Nine winters ago when Brent Christensen and his family moved from the Bay Area to Utah, he started playing with the ice formed from a leaking water source in his yard with his kids. Inspired by the possibilities, Brent wanted to take it further. What started as an ice fort grew into what is today the Ice Castles.
For Brent, the most important part of the creative process is “Allowing ourselves to be curious,” he says, “and not feeling like you have to be grown up all the time.”
The Ice Castles design and formation depends on the natural environment; water, temperature and time. “I consider what we do a dance with Mother Nature.” he explains, “We can’t direct what the humidity is going to be, we don’t know exactly how the wind is going to blow. All of those things combined create a lot of surprises.”
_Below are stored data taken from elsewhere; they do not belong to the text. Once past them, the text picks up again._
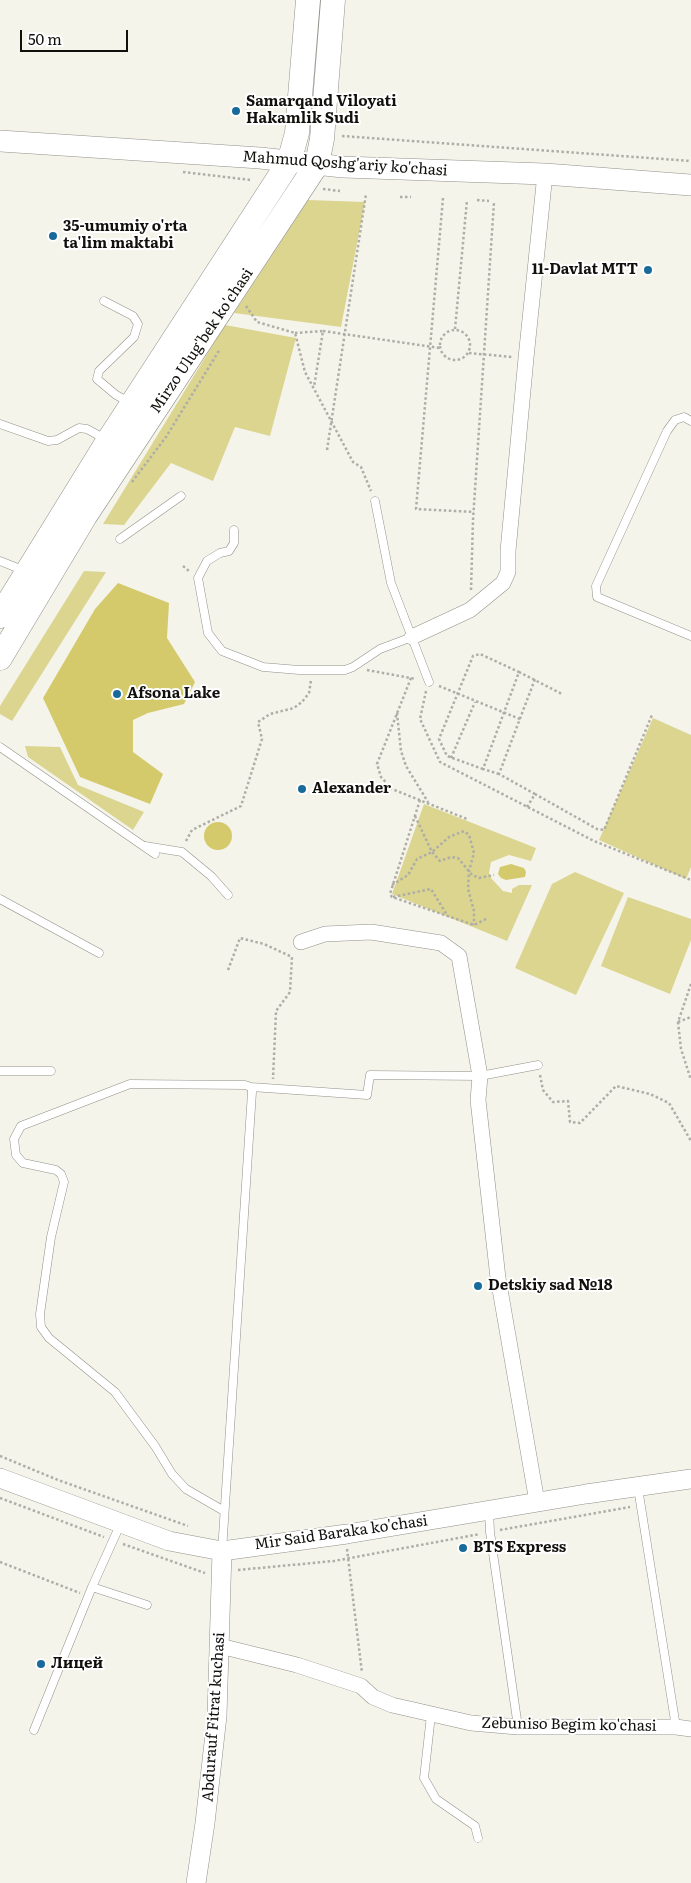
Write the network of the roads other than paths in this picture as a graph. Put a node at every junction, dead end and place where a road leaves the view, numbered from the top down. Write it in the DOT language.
graph roads {
  1 [pos="308,0"];
  2 [pos="333,0"];
  3 [pos="0,141"];
  4 [pos="289,162"];
  5 [pos="317,164"];
  6 [pos="545,174"];
  7 [pos="691,186"];
  8 [pos="104,301"];
  9 [pos="132,404"];
  10 [pos="691,421"];
  11 [pos="0,424"];
  12 [pos="108,441"];
  13 [pos="181,496"];
  14 [pos="375,502"];
  15 [pos="234,530"];
  16 [pos="120,539"];
  17 [pos="0,561"];
  18 [pos="27,572"];
  19 [pos="0,616"];
  20 [pos="691,636"];
  21 [pos="412,637"];
  22 [pos="0,658"];
  23 [pos="429,682"];
  24 [pos="0,748"];
  25 [pos="142,846"];
  26 [pos="155,854"];
  27 [pos="228,895"];
  28 [pos="0,899"];
  29 [pos="301,942"];
  30 [pos="99,953"];
  31 [pos="538,1065"];
  32 [pos="0,1071"];
  33 [pos="50,1071"];
  34 [pos="480,1076"];
  35 [pos="250,1087"];
  36 [pos="0,1478"];
  37 [pos="691,1480"];
  38 [pos="638,1488"];
  39 [pos="537,1502"];
  40 [pos="489,1510"];
  41 [pos="224,1511"];
  42 [pos="120,1524"];
  43 [pos="222,1551"];
  44 [pos="92,1587"];
  45 [pos="147,1605"];
  46 [pos="220,1646"];
  47 [pos="431,1715"];
  48 [pos="518,1727"];
  49 [pos="676,1727"];
  50 [pos="691,1729"];
  51 [pos="34,1730"];
  52 [pos="478,1838"];
  53 [pos="198,1882"];
  1 -- 4 [label="main road, Mirzo Ulug'bek ko'chasi"];
  2 -- 5 [label="main road, Mirzo Ulug'bek ko'chasi"];
  3 -- 4 [label="main road, Mahmud Qoshg'ariy ko'chasi"];
  4 -- 5 [label="main road, Mahmud Qoshg'ariy ko'chasi"];
  4 -- 9 [label="main road, Mirzo Ulug'bek ko'chasi"];
  5 -- 6 [label="main road, Mahmud Qoshg'ariy ko'chasi"];
  5 -- 22 [label="main road, Mirzo Ulug'bek ko'chasi"];
  6 -- 7 [label="main road, Mahmud Qoshg'ariy ko'chasi"];
  6 -- 21 [label="street"];
  8 -- 9 [label="lane"];
  9 -- 12 [label="main road, Mirzo Ulug'bek ko'chasi"];
  10 -- 20 [label="lane"];
  11 -- 12 [label="lane"];
  12 -- 18 [label="main road, Mirzo Ulug'bek ko'chasi"];
  13 -- 16 [label="lane"];
  14 -- 21 [label="lane"];
  15 -- 21 [label="lane"];
  17 -- 18 [label="lane"];
  18 -- 19 [label="main road, Mirzo Ulug'bek ko'chasi"];
  21 -- 23 [label="lane"];
  24 -- 25 [label="lane"];
  25 -- 26 [label="lane"];
  25 -- 27 [label="lane"];
  28 -- 30 [label="lane"];
  29 -- 34 [label="street"];
  31 -- 34 [label="lane"];
  32 -- 33 [label="lane"];
  34 -- 35 [label="lane"];
  34 -- 39 [label="street"];
  35 -- 41 [label="lane"];
  35 -- 41 [label="lane"];
  36 -- 42 [label="street, Mir Said Baraka ko'chasi"];
  37 -- 38 [label="street, Mir Said Baraka ko'chasi"];
  38 -- 39 [label="street, Mir Said Baraka ko'chasi"];
  38 -- 49 [label="lane"];
  39 -- 40 [label="street, Mir Said Baraka ko'chasi"];
  40 -- 43 [label="street, Mir Said Baraka ko'chasi"];
  40 -- 48 [label="lane"];
  41 -- 43 [label="lane"];
  42 -- 43 [label="street, Mir Said Baraka ko'chasi"];
  42 -- 44 [label="lane"];
  43 -- 46 [label="street, Abdurauf Fitrat kuchasi"];
  44 -- 45 [label="lane"];
  44 -- 51 [label="lane"];
  46 -- 47 [label="street, Zebuniso Begim ko'chasi"];
  46 -- 53 [label="street, Abdurauf Fitrat kuchasi"];
  47 -- 48 [label="street, Zebuniso Begim ko'chasi"];
  47 -- 52 [label="lane"];
  48 -- 49 [label="street, Zebuniso Begim ko'chasi"];
  49 -- 50 [label="street, Zebuniso Begim ko'chasi"];
}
Built from the ground up, the Ice Castles are often started in October by a team of ice specialists and sculptors. With an estimated 25 million tons of ice, the castles are composed of slot canyons, frozen waterfalls, tunnels, archways, slides, caverns, thrones, fountains and more. Today there are 5 Ice Castles locations across North America and Canada.
The team of designers and sculptors implement lights into the ice for a colorful night show. “There’s engineering and architecture and a lot of art in it,” Brent says, “But the real art is what happens when we go home and go to bed and turn the water on, it happens at night.”